- [Task item]:
Look through the material below and give the number of lines where the string "ROMAN" occurs, with nothing added.

- [Raw data]:
★ ★ ★ ★ ★
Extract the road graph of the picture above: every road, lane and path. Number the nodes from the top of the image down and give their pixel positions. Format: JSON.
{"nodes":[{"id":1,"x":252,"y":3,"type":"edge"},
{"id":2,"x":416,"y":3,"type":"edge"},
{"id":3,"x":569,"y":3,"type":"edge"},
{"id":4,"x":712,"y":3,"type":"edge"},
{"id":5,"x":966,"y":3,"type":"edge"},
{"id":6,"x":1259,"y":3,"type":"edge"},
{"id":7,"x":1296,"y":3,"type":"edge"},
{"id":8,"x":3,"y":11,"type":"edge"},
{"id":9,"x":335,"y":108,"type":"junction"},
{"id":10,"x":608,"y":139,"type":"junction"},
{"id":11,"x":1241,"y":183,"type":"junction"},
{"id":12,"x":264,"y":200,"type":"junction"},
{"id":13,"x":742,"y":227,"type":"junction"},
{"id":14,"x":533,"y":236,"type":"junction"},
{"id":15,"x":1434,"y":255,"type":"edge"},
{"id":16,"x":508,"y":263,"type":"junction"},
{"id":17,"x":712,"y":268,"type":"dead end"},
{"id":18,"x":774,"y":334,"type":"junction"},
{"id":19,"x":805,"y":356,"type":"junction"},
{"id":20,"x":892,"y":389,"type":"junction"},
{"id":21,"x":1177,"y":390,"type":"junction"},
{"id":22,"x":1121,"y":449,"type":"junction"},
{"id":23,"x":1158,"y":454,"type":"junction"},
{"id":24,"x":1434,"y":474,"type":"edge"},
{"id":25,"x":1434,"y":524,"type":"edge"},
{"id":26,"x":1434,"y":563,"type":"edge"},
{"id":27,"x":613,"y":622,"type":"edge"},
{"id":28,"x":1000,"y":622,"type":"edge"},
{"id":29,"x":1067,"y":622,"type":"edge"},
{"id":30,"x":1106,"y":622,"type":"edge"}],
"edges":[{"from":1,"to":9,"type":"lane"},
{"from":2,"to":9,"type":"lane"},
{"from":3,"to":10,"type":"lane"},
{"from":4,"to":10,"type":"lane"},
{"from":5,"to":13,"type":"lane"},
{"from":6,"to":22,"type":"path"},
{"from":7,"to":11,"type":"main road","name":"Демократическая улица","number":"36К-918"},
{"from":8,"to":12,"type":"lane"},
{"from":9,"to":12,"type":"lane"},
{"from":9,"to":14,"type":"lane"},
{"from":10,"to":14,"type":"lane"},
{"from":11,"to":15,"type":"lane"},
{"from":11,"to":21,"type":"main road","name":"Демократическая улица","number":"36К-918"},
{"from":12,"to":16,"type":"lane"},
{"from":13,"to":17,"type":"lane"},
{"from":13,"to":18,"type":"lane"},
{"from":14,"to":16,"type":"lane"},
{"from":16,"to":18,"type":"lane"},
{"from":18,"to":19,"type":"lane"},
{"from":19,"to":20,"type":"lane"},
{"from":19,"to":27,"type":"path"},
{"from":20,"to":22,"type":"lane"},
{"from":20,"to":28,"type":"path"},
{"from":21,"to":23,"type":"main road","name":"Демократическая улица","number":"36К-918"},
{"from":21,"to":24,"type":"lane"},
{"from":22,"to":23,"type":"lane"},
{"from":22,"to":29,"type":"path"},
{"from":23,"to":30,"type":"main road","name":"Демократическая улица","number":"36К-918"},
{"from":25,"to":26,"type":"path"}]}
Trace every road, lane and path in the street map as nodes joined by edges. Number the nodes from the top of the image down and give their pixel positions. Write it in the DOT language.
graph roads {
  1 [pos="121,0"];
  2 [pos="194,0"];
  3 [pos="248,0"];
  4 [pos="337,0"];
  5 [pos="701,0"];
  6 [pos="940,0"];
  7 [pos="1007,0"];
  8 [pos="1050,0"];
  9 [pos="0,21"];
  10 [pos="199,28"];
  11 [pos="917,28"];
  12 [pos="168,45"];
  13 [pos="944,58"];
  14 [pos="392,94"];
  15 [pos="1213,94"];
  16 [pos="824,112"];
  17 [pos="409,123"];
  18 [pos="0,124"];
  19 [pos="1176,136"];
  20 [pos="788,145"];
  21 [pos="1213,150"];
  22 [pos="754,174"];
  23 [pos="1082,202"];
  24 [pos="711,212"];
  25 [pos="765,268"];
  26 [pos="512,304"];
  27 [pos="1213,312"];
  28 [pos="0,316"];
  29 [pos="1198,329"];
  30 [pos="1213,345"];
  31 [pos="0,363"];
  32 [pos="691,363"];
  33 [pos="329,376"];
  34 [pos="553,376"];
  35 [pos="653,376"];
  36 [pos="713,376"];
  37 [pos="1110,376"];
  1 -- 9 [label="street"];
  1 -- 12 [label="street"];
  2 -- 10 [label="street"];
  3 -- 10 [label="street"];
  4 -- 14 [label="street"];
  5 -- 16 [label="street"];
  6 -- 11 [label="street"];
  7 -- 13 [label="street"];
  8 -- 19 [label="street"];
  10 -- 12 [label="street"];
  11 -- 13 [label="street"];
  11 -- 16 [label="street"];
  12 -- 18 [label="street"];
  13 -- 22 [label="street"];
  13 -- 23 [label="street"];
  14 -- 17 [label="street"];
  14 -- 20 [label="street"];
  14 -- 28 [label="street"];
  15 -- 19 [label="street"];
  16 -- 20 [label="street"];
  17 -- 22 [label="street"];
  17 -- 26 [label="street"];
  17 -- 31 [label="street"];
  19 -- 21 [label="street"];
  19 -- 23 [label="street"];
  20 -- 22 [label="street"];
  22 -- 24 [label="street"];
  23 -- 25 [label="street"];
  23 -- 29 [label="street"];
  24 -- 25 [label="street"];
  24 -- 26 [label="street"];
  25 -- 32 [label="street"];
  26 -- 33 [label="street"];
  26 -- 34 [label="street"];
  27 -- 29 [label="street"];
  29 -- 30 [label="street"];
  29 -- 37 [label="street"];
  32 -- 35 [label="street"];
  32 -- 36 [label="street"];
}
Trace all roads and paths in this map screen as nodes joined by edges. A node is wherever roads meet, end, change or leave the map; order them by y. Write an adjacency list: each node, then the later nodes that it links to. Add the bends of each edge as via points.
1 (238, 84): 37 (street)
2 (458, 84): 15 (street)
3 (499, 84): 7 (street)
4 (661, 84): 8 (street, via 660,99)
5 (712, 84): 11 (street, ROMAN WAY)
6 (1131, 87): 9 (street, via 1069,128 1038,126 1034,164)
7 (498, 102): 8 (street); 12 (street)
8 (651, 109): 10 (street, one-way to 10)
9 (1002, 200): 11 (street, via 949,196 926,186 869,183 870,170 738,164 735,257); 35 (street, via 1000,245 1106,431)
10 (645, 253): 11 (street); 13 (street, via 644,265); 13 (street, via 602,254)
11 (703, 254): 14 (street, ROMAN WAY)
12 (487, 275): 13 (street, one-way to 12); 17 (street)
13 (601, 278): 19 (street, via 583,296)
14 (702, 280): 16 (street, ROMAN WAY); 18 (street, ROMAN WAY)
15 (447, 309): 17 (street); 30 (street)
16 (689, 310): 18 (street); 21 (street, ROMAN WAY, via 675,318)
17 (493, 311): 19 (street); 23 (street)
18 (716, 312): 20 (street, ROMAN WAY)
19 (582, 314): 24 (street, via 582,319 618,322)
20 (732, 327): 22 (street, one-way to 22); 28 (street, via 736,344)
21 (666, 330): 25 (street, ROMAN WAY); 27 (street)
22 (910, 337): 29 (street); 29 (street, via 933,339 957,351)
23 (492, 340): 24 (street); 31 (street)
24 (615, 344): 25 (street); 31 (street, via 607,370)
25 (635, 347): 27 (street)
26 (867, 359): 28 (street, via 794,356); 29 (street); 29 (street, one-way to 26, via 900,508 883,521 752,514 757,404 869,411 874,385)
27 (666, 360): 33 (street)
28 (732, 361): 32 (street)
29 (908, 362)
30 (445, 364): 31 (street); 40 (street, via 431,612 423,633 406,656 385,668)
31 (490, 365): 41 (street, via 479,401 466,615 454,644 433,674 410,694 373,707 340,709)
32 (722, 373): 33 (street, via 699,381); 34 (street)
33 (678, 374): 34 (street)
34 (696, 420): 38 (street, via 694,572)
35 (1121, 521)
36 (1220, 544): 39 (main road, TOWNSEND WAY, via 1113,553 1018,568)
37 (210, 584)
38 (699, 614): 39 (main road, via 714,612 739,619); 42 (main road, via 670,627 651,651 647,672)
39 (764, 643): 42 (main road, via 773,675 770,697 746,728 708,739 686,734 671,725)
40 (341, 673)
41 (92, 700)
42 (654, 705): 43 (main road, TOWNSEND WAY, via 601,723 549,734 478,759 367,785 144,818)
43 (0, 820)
★ ★ ★ ★ ★
- [Exercise solution]:
6